Performing a Calibration
Each lot of calibrators contains a Calibrator Assigned Value card to facilitate entering the calibration values on the system. Enter the values using the barcode scanner or the keyboard.
NOTE: This procedure uses calibrator volumes sufficient to measure each calibrator in
duplicate.
1. Schedule the calibrators to the worklist. 2. Label two sample cups with calibrator barcode labels: one for the low and another for the high.
NOTE: Each drop from the calibrator vial is approximately 50 L.

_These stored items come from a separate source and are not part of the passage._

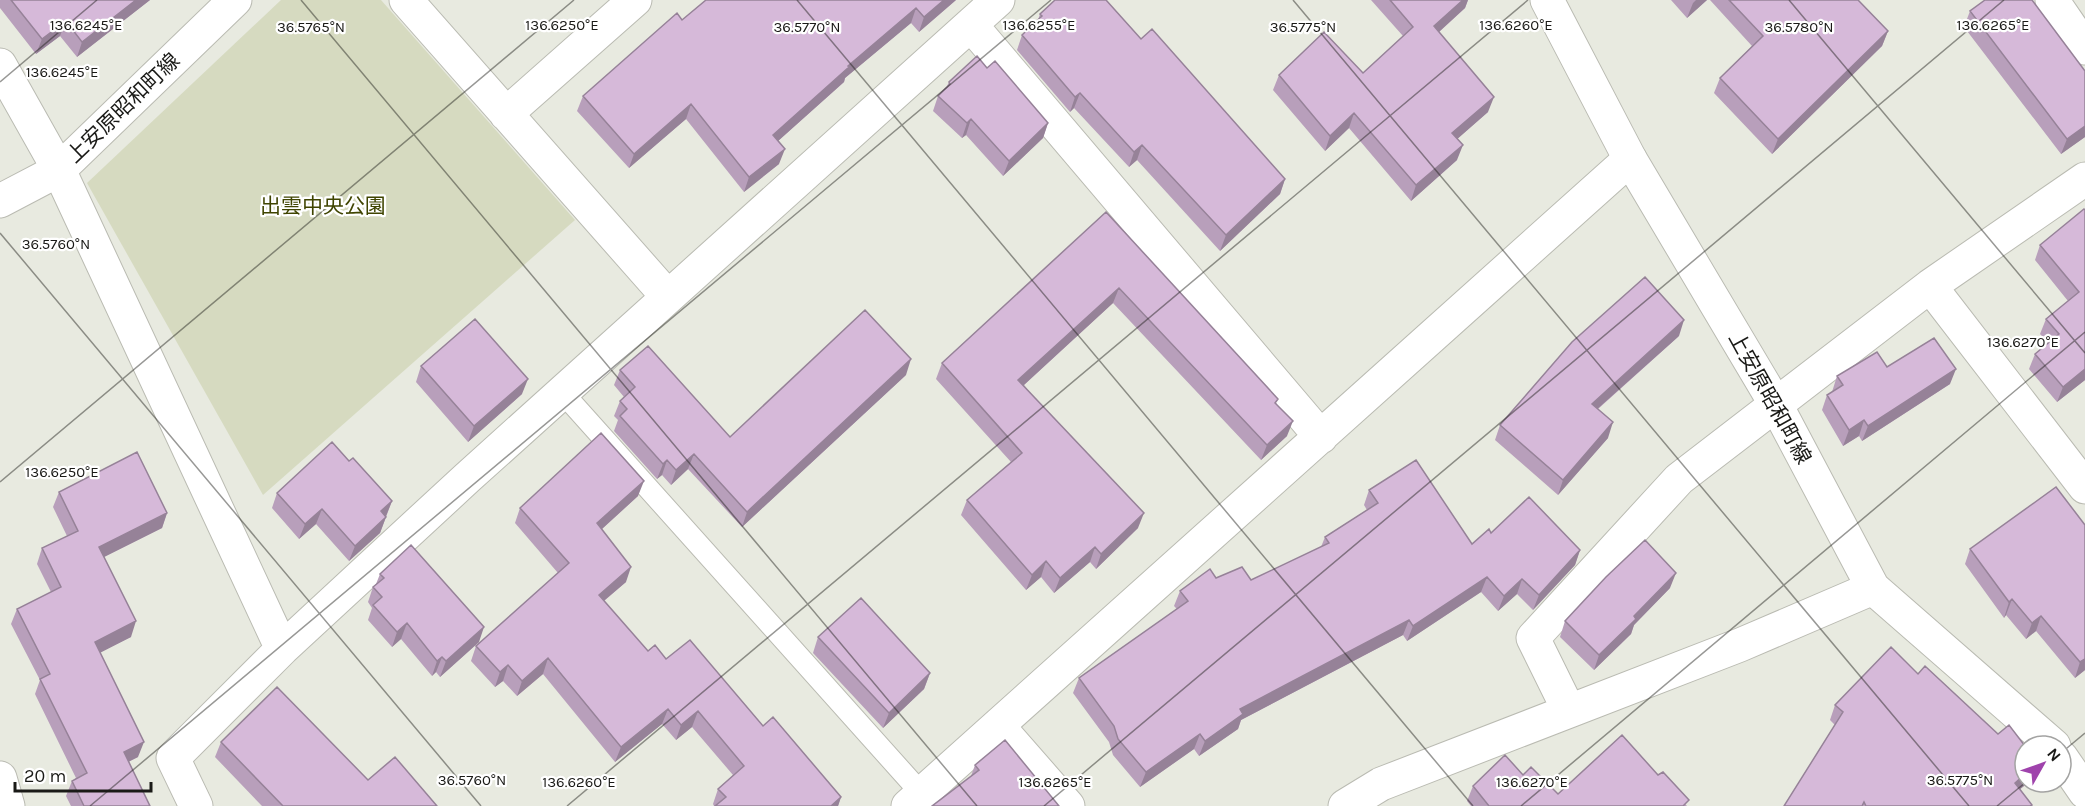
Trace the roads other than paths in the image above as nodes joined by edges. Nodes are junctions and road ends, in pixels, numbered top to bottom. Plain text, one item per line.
1 (235, 0) edge
2 (406, 0) edge
3 (635, 0) edge
4 (998, 0) edge
5 (1547, 0) edge
6 (971, 25) junction
7 (0, 65) edge
8 (506, 114) junction
9 (1630, 159) junction
10 (59, 170) junction
11 (2085, 179) edge
12 (0, 201) edge
13 (1930, 286) junction
14 (668, 297) junction
15 (562, 392) junction
16 (1775, 404) junction
17 (1321, 437) junction
18 (2085, 487) edge
19 (1873, 588) junction
20 (282, 649) junction
21 (1569, 711) junction
22 (998, 726) junction
23 (2040, 734) edge
24 (2073, 774) edge
25 (0, 778) edge
26 (2085, 792) edge
27 (915, 800) edge
28 (9, 806) edge
29 (196, 806) edge
30 (1068, 806) edge
31 (1346, 806) edge

1 - 10 street, 上安原昭和町線
2 - 8 street
3 - 8 street
4 - 6 street
5 - 9 street, 上安原昭和町線
6 - 14 street
6 - 17 street
7 - 10 street
8 - 14 street
9 - 16 street, 上安原昭和町線
9 - 17 street
10 - 12 street, 上安原昭和町線
10 - 20 street
11 - 13 street
13 - 16 street
13 - 18 street
14 - 15 street
15 - 20 street
15 - 27 lane
16 - 19 street, 上安原昭和町線
16 - 21 street
17 - 22 street
19 - 21 street
19 - 23 street, 上安原昭和町線
20 - 29 street
21 - 31 street
22 - 27 street
22 - 30 street
24 - 26 street
25 - 28 street

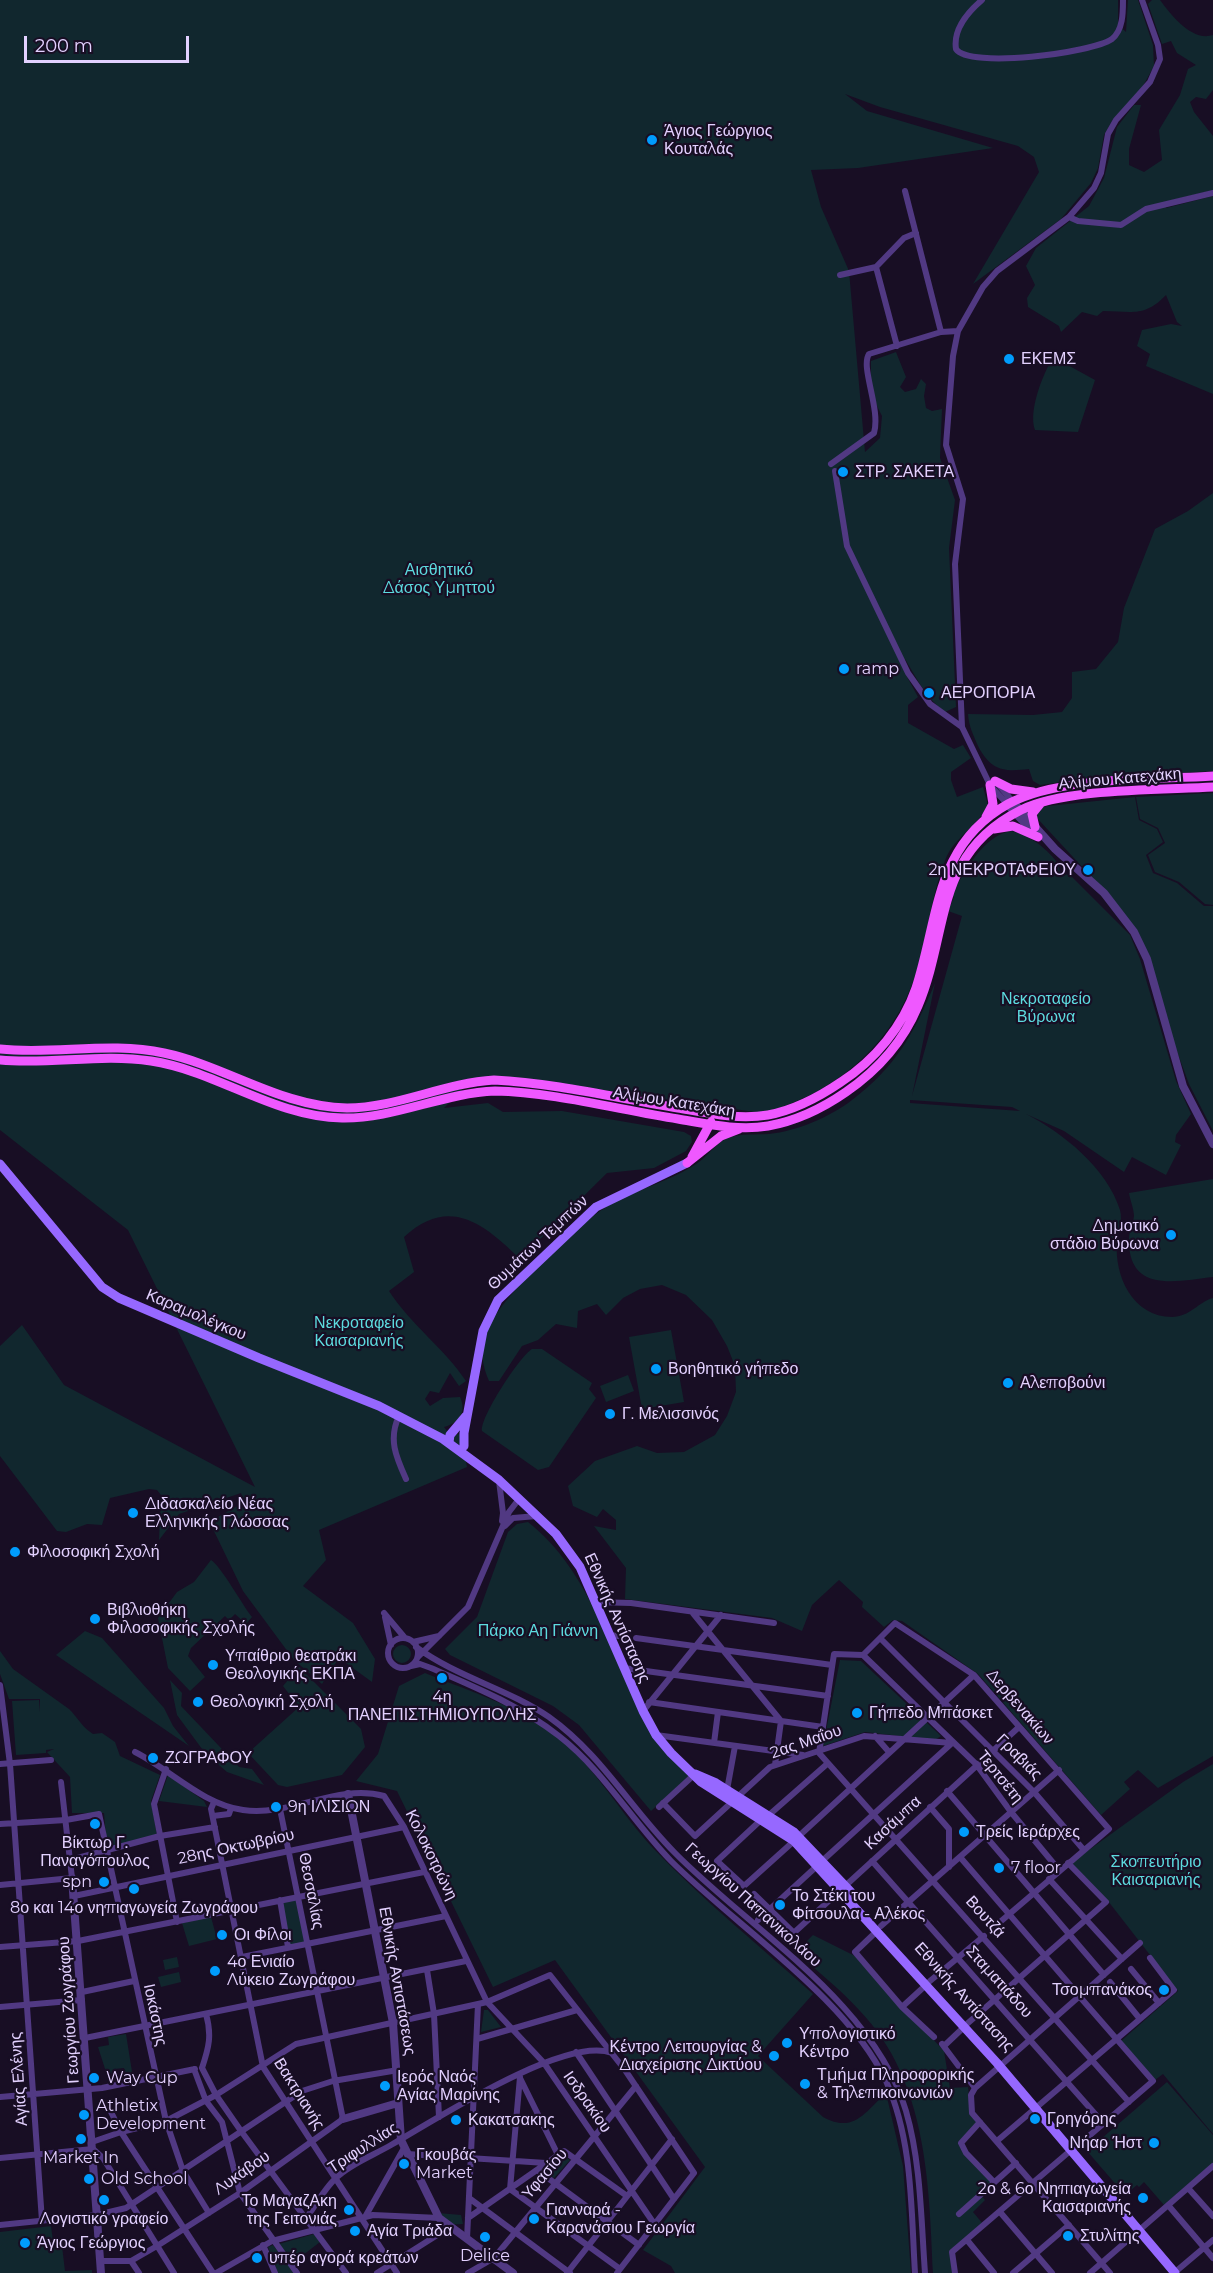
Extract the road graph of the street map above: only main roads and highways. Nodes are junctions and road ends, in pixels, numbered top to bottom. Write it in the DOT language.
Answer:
graph roads {
  1 [pos="1213,776"];
  2 [pos="1213,787"];
  3 [pos="1039,792"];
  4 [pos="1042,802"];
  5 [pos="1035,827"];
  6 [pos="983,830"];
  7 [pos="1038,837"];
  8 [pos="0,1049"];
  9 [pos="0,1060"];
  10 [pos="726,1116"];
  11 [pos="690,1121"];
  12 [pos="708,1124"];
  13 [pos="743,1127"];
  14 [pos="699,1145"];
  15 [pos="687,1163"];
  16 [pos="0,1164"];
  17 [pos="468,1414"];
  18 [pos="427,1430"];
  19 [pos="464,1433"];
  20 [pos="451,1439"];
  21 [pos="464,1446"];
  22 [pos="472,1462"];
  23 [pos="695,1774"];
  24 [pos="736,1800"];
  25 [pos="1177,2272"];
  1 -- 3 [label="main road, Αλίμου Κατεχάκη"];
  2 -- 4 [label="main road, Αλίμου Κατεχάκη"];
  3 -- 6 [label="main road, Αλίμου Κατεχάκη"];
  3 -- 6 [label="main road"];
  4 -- 5 [label="main road"];
  4 -- 6 [label="main road, Αλίμου Κατεχάκη"];
  6 -- 7 [label="main road"];
  6 -- 10 [label="main road, Αλίμου Κατεχάκη"];
  6 -- 13 [label="main road, Αλίμου Κατεχάκη"];
  8 -- 10 [label="main road, Αλίμου Κατεχάκη"];
  9 -- 11 [label="main road, Αλίμου Κατεχάκη"];
  10 -- 12 [label="main road"];
  11 -- 12 [label="main road, Αλίμου Κατεχάκη"];
  11 -- 14 [label="main road"];
  12 -- 13 [label="main road, Αλίμου Κατεχάκη"];
  12 -- 14 [label="main road"];
  13 -- 15 [label="main road"];
  14 -- 15 [label="main road"];
  15 -- 17 [label="main road, Θυμάτων Τεμπών"];
  16 -- 18 [label="main road, Καραμολέγκου"];
  17 -- 19 [label="main road"];
  17 -- 20 [label="main road, Θυμάτων Τεμπών"];
  18 -- 20 [label="main road, Εθνικής Αντίστασης"];
  19 -- 20 [label="main road"];
  19 -- 21 [label="main road"];
  20 -- 21 [label="main road, Εθνικής Αντίστασης"];
  20 -- 22 [label="main road, Εθνικής Αντίστασης"];
  21 -- 22 [label="main road, Εθνικής Αντίστασης"];
  22 -- 23 [label="main road, Εθνικής Αντίστασης"];
  23 -- 24 [label="main road, Εθνικής Αντίστασης"];
  23 -- 24 [label="main road, Εθνικής Αντίστασης"];
  24 -- 25 [label="main road, Εθνικής Αντίστασης"];
}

3. Gently mix the Low and High Calibrators and dispense at least 4 to 5 drops into the appropriate sample cups. 4. Load the sample cups in a rack. 5. Place the rack in the sample entry queue. 6. Ensure that the assay and ancillary reagents are loaded. 7. Start the entry queue, if required.
NOTE: Dispose of any calibrator remaining in the sample cups after 8 hours. Do not refill sample cups when the contents are depleted; if required, dispense fresh calibrators.
Quality Control
Follow government regulations or accreditation requirements for quality control frequency. For quality control of the ADVIA Centaur Rubella M assay, use ADVIA Centaur Rubella M quality control material. Refer to the Expected Value card for the suggested expected values specific for the lot number of the positive and negative controls.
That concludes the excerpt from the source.